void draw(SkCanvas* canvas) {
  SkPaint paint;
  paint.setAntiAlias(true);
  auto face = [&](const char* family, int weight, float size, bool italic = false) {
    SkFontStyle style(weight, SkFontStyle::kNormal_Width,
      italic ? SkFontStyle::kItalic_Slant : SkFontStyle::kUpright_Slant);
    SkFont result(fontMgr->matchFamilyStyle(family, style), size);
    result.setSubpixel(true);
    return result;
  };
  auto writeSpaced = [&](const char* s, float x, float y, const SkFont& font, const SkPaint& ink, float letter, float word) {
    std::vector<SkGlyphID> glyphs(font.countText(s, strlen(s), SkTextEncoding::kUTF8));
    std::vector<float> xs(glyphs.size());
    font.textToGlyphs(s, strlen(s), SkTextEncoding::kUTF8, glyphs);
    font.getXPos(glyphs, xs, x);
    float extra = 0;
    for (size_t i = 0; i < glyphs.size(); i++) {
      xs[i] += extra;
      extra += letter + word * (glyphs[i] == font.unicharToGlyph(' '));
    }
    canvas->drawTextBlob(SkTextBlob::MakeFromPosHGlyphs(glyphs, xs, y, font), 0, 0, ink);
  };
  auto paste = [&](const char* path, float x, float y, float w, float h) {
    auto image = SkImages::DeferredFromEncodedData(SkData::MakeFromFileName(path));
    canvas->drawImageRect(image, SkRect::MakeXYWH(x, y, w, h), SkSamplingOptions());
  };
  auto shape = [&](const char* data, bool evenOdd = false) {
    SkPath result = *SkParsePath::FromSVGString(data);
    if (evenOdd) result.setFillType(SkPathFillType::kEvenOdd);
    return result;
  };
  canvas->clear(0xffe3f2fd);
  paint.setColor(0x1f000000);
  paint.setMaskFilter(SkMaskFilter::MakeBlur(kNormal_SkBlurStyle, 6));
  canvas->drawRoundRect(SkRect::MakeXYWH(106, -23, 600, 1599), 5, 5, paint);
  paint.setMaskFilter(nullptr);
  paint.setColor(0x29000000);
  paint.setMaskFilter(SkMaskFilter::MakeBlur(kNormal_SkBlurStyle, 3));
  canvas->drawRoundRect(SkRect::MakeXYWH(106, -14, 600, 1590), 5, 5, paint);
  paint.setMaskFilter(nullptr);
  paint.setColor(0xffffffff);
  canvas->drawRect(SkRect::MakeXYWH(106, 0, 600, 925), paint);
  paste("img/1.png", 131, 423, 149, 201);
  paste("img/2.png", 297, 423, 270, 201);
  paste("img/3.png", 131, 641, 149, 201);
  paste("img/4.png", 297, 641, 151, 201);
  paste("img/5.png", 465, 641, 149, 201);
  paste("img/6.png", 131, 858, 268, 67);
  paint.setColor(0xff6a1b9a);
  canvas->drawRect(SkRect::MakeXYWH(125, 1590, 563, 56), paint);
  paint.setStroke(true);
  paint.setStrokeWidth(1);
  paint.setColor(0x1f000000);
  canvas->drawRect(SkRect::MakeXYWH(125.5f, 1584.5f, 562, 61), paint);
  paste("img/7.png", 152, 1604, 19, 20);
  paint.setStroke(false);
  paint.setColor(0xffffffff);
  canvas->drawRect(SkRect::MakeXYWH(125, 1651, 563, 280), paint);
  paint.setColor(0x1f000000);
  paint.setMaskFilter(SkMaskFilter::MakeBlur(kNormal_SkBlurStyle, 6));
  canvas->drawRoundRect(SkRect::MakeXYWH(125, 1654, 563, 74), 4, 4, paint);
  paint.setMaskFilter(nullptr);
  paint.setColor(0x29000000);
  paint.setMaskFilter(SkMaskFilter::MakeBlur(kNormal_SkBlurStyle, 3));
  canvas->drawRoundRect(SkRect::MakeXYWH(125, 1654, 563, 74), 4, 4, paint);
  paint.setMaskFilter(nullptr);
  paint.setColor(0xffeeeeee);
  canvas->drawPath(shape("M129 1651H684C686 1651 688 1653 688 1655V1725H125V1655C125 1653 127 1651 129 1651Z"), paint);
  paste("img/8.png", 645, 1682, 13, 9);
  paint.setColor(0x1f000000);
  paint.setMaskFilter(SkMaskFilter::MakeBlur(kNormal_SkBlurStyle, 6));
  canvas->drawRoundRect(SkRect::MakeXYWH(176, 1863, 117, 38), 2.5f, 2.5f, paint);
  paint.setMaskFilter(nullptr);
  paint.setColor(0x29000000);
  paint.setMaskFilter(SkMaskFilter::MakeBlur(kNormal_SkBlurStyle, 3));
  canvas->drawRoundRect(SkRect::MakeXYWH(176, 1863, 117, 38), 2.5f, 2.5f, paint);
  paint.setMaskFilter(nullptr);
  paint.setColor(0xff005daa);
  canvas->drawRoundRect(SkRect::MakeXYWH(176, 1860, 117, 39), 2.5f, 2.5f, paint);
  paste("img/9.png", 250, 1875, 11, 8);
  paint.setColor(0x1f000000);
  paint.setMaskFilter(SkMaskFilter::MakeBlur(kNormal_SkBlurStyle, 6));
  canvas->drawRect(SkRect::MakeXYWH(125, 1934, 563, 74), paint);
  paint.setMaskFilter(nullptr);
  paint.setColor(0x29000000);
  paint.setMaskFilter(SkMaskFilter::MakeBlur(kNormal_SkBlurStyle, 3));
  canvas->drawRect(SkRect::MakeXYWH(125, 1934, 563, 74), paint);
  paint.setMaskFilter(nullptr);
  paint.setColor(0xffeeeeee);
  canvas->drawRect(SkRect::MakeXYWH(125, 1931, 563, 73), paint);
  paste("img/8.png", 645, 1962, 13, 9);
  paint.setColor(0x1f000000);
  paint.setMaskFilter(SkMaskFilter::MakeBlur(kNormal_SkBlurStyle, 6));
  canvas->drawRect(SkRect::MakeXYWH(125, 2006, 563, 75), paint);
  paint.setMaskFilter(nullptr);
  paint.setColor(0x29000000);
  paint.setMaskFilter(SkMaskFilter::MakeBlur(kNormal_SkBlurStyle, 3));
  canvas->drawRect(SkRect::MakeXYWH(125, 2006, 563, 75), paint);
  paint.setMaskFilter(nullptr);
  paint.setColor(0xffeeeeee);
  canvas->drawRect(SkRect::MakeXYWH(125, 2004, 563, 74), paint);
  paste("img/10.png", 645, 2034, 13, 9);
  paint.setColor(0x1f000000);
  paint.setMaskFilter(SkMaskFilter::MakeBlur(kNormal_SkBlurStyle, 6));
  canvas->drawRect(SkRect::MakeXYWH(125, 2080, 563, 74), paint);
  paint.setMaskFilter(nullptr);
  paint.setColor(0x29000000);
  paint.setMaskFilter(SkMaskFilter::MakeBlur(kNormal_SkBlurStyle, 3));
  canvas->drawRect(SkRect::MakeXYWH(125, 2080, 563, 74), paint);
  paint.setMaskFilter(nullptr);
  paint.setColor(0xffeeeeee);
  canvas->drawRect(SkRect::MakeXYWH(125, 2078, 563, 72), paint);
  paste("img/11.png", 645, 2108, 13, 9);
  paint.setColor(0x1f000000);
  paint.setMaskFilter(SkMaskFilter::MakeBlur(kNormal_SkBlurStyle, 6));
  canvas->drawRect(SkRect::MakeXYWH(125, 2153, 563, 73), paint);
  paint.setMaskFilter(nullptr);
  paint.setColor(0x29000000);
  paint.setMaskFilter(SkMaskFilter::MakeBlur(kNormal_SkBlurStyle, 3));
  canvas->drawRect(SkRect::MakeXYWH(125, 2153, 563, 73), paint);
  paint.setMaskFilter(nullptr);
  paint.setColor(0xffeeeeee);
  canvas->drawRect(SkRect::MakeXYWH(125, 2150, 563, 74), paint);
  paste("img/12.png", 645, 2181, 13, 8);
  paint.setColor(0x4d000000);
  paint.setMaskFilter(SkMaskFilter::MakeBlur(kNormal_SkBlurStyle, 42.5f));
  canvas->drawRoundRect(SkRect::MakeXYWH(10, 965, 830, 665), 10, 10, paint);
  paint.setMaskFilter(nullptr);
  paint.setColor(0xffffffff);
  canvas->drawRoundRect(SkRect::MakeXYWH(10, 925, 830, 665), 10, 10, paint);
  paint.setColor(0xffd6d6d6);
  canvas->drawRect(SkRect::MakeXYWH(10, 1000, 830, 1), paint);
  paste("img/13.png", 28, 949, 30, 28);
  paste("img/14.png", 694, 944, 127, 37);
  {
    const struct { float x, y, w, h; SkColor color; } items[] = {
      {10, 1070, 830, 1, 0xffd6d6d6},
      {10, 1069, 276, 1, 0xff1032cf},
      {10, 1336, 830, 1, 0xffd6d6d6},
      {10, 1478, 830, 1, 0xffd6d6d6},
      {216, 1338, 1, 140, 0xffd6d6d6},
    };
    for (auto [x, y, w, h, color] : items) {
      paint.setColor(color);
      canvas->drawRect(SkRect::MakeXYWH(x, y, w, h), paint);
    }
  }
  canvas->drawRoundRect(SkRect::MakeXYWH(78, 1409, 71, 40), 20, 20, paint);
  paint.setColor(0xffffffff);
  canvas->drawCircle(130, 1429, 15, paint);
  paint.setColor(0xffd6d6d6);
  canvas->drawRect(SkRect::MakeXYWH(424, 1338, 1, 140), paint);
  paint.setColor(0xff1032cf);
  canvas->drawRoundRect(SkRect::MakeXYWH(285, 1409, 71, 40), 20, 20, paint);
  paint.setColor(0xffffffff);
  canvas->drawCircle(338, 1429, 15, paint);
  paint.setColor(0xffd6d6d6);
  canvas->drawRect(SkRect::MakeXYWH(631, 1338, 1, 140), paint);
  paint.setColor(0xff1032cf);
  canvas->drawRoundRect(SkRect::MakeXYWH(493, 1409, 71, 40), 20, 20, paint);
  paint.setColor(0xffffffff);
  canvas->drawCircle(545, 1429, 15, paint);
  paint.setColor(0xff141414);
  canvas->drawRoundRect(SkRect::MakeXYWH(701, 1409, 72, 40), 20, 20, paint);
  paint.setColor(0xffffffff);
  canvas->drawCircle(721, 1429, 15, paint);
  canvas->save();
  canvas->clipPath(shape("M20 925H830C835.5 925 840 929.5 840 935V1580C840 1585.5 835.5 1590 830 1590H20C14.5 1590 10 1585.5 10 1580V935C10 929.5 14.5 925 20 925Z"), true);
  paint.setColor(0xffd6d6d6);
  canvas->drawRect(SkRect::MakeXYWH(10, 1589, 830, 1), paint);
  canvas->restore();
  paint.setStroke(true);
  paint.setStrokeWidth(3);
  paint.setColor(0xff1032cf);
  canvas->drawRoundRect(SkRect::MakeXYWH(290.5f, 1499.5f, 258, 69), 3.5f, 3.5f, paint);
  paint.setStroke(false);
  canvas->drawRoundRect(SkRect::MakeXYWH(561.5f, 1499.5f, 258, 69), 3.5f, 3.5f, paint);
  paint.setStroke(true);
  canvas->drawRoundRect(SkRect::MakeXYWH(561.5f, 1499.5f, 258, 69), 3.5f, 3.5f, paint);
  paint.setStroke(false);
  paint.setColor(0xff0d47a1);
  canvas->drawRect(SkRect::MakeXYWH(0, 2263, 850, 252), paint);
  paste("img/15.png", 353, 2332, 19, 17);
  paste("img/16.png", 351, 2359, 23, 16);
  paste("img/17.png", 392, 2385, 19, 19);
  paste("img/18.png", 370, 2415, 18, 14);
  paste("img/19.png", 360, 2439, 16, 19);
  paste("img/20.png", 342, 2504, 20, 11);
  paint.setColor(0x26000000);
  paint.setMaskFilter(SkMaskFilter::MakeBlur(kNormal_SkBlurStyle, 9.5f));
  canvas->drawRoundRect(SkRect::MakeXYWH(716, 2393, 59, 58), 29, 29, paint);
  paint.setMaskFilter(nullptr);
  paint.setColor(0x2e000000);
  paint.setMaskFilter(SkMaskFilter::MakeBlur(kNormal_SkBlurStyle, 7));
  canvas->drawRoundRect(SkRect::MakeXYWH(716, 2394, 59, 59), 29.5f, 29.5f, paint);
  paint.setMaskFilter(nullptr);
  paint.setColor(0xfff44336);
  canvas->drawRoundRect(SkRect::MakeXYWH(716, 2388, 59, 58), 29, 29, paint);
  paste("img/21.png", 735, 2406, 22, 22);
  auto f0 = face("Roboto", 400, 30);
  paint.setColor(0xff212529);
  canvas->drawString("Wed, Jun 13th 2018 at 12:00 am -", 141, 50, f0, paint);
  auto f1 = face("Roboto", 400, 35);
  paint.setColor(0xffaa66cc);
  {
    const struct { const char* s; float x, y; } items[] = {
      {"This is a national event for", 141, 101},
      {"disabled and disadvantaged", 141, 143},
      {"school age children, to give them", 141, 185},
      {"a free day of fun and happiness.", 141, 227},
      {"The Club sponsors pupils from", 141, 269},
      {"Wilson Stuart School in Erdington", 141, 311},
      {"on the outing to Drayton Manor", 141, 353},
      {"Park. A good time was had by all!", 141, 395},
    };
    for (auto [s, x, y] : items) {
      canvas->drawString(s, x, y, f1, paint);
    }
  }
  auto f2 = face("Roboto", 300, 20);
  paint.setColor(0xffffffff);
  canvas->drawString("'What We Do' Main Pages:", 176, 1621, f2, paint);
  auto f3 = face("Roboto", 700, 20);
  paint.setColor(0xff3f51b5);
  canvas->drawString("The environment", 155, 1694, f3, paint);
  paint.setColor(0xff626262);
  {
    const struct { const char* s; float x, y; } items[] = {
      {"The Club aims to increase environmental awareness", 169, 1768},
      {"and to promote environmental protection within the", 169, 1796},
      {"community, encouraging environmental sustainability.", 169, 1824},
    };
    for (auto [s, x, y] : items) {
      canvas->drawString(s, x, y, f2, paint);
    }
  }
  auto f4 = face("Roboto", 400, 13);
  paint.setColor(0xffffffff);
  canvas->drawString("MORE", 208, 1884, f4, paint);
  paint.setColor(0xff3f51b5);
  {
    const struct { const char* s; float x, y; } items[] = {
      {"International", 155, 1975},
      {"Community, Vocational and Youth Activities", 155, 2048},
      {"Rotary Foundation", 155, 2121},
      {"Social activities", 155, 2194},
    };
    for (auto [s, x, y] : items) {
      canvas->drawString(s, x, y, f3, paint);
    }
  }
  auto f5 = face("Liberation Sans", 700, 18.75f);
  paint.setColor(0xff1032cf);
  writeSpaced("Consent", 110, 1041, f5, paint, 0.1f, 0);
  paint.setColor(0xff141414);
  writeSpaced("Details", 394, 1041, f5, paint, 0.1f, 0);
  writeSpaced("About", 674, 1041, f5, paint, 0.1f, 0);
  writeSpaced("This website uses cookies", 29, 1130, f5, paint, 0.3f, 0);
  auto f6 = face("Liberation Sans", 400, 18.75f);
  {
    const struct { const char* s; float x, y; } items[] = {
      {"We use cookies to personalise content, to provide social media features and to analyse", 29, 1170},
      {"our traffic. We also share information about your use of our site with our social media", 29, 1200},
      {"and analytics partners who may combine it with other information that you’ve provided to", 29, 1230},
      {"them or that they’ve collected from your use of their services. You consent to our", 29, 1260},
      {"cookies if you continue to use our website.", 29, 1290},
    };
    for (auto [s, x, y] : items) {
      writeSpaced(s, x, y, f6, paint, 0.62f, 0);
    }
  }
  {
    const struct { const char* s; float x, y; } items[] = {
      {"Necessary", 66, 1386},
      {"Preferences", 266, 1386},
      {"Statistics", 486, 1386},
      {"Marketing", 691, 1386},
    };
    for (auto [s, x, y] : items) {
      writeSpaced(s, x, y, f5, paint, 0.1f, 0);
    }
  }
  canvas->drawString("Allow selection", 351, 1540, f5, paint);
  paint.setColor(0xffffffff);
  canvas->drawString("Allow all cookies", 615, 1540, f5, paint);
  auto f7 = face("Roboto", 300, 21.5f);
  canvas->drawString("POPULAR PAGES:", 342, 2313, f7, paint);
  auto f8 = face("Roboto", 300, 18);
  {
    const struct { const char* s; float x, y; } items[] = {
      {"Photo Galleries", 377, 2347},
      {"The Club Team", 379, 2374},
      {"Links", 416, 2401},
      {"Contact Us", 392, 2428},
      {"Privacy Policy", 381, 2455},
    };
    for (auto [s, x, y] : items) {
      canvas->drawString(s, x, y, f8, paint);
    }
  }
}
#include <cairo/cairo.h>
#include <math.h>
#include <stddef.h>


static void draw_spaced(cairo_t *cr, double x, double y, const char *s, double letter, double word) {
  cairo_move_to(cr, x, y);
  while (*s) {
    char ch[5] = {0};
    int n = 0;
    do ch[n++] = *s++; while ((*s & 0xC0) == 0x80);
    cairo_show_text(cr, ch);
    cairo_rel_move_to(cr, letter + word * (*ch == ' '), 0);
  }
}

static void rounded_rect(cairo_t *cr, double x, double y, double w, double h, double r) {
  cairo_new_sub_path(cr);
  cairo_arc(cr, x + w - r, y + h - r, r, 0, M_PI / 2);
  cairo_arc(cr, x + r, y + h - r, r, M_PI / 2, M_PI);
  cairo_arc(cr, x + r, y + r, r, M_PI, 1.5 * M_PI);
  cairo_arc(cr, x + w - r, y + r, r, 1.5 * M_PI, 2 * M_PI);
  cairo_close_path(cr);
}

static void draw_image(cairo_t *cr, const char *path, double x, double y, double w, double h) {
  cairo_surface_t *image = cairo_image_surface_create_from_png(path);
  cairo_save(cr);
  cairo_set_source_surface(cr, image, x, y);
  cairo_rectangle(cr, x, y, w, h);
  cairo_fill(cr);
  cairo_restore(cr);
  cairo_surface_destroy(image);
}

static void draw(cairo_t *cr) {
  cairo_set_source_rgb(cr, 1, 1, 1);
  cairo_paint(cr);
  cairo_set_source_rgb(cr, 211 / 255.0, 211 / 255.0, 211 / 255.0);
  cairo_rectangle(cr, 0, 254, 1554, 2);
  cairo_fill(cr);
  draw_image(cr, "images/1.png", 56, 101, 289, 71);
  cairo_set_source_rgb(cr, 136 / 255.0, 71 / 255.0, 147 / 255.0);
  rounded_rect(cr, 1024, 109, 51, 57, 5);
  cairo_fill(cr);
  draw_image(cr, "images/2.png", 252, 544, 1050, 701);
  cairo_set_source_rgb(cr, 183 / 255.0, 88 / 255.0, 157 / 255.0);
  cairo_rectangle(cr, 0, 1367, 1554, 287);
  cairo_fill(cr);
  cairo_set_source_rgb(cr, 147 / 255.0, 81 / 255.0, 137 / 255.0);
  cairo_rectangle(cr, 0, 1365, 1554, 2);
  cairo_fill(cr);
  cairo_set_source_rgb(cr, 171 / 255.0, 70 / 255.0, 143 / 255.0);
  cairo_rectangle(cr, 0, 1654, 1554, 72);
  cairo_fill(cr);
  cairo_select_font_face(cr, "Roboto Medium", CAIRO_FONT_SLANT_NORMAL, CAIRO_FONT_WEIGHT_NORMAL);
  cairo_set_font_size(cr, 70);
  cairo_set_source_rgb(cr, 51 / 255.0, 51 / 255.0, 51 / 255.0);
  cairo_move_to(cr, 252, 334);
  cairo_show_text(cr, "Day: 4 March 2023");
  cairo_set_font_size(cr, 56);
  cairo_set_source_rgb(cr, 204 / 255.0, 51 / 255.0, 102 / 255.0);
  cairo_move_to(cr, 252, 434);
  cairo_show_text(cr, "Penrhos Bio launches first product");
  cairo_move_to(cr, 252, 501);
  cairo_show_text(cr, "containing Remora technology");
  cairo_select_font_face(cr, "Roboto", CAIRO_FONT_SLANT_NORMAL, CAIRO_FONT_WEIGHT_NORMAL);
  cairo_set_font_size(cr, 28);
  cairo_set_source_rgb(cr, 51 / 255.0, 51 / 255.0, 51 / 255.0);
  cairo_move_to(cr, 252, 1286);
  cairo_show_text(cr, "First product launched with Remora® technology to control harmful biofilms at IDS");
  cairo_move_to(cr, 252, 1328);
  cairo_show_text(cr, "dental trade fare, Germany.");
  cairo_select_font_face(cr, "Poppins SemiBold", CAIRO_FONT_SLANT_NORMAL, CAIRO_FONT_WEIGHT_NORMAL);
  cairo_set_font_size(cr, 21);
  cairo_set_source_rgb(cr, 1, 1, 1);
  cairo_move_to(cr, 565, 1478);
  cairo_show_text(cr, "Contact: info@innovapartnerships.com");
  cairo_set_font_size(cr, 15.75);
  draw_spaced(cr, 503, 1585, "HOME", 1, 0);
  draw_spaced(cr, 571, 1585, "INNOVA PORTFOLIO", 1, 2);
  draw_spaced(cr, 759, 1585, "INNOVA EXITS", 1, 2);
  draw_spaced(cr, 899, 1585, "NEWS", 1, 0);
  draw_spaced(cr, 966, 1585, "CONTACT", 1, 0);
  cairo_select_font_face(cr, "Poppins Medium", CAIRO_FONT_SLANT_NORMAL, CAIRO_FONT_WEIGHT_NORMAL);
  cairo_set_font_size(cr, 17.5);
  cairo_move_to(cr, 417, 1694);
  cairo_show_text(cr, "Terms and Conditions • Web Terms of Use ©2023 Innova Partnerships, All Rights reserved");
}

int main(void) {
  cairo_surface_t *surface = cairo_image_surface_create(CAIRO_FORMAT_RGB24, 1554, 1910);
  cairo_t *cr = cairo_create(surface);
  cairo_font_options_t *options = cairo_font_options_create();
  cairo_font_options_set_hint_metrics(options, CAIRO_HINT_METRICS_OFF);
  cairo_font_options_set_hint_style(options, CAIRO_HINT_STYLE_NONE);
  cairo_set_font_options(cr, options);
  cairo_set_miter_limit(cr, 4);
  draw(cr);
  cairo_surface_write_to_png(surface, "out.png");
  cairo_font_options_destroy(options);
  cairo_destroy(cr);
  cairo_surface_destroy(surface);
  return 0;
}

######

Your goal: Your answer must be the lines above from the one containing "2359, 23, 16);" to the one containing "29.5f, 29.5f, paint);", both included, restated word for word.

Response area:
  paste("img/16.png", 351, 2359, 23, 16);
  paste("img/17.png", 392, 2385, 19, 19);
  paste("img/18.png", 370, 2415, 18, 14);
  paste("img/19.png", 360, 2439, 16, 19);
  paste("img/20.png", 342, 2504, 20, 11);
  paint.setColor(0x26000000);
  paint.setMaskFilter(SkMaskFilter::MakeBlur(kNormal_SkBlurStyle, 9.5f));
  canvas->drawRoundRect(SkRect::MakeXYWH(716, 2393, 59, 58), 29, 29, paint);
  paint.setMaskFilter(nullptr);
  paint.setColor(0x2e000000);
  paint.setMaskFilter(SkMaskFilter::MakeBlur(kNormal_SkBlurStyle, 7));
  canvas->drawRoundRect(SkRect::MakeXYWH(716, 2394, 59, 59), 29.5f, 29.5f, paint);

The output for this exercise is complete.